At this point, we were able to place a staff member on the postpartum floor (inpatient) to start talking to patients about ergonomics and help facilitate setting them up with an outpatient appointment at approximately 6-8 weeks postpartum if they fell into a high risk/clear need category.
We created and distributed a fairly comprehensive booklet containing ergonomic advice and return to exercise or sport advice (another thing that absolutely no one talks to them about). Just recently, we have been able to have our EMR staff build an outpatient physical therapy referral into the automatic order set that all women receive upon admission to the labor and delivery floor, so now the majority of women get at least an evaluation/personalized exercise plan and a course of therapy if they need it. We do a head to toe musculoskeletal screening, of course zooming in on any areas that seem to be dysfunctional or where the individual is having pain. So far, this has been incredibly well received by both physicians and patients.

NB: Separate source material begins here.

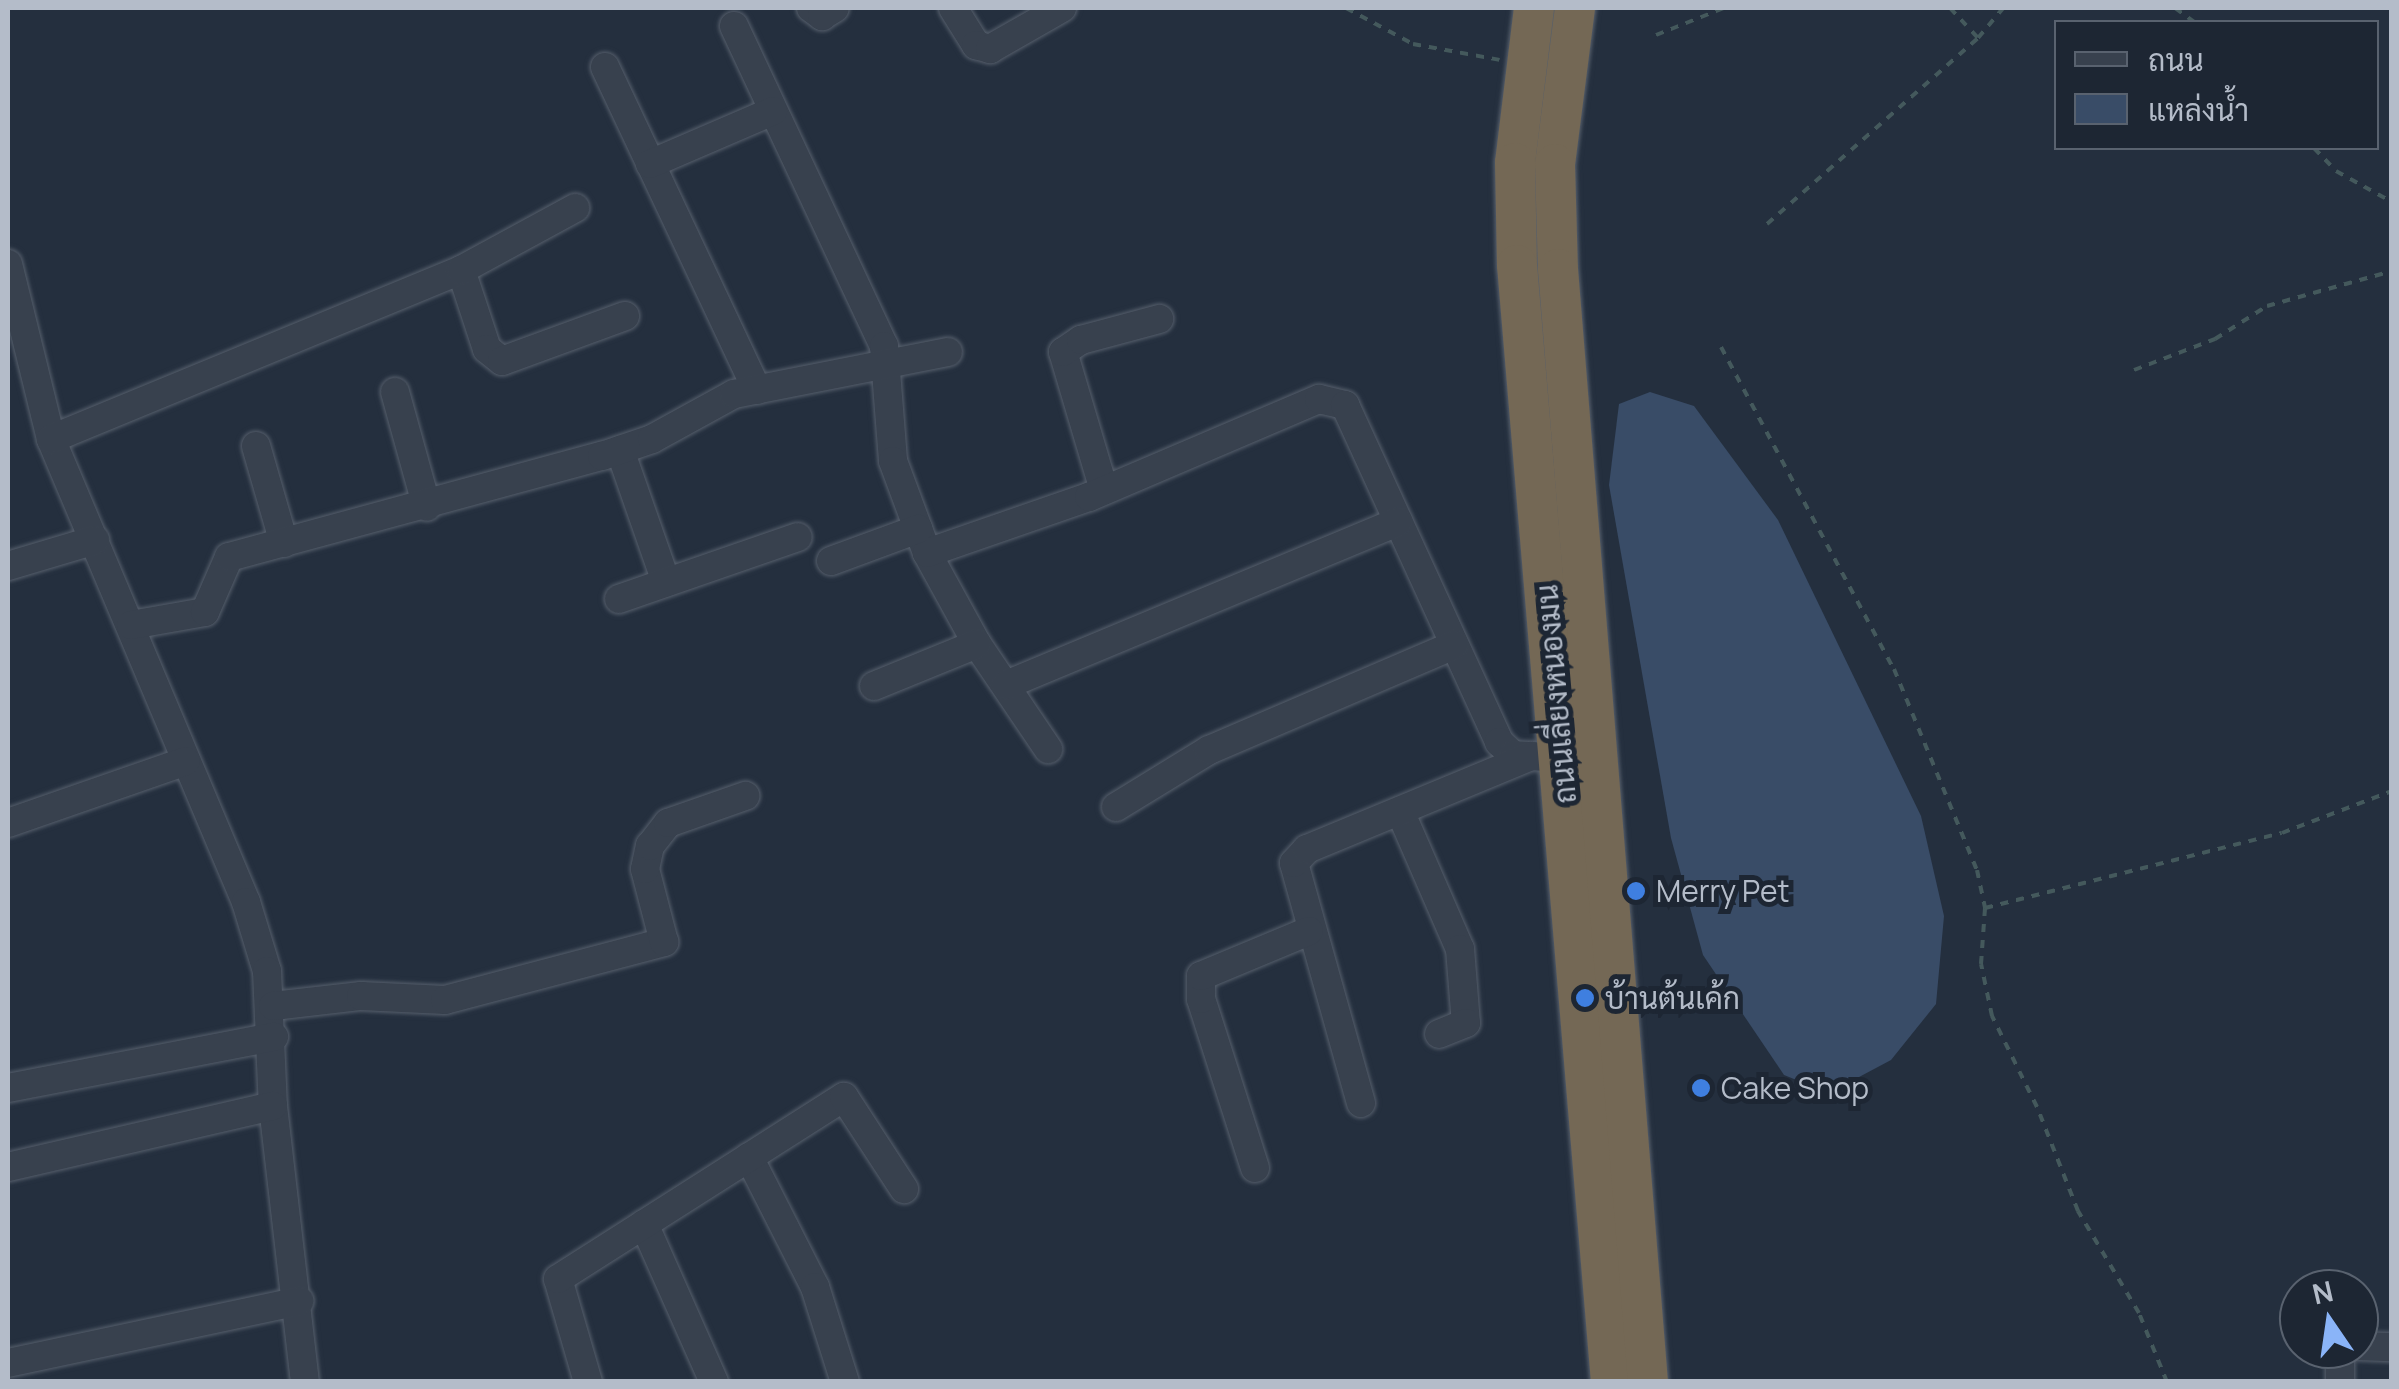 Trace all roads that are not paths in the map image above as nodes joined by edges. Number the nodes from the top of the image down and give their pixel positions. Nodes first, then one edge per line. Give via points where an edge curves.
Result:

Of course, I can’t do this population justice in a simple blog post! However, hopefully I have piqued your interest a little. If you want to learn more, check out this weekend course that is largely focused on this patient population (and other “pelvic health” oriented treatment that can be incorporated into orthopedics with no internal assessment knowledge needed).
Don’t forget too, even though I’m focusing more in this post on the immediate postpartum population, many of the challenges presented during the postpartum period (in combination with the lack of good support and education for recovery) are the underlying causes of pain and problems experienced by your patients down the road—so even if you are not interested in working with the “immediately postpartum” population, it might behoove you to learn more about the impact of pregnancy and delivery upon the musculoskeletal system. Your patients probably won’t thank you for it (because they won’t know the difference)—but your care will improve and you will open the doors to a whole new population of individuals in need of your services.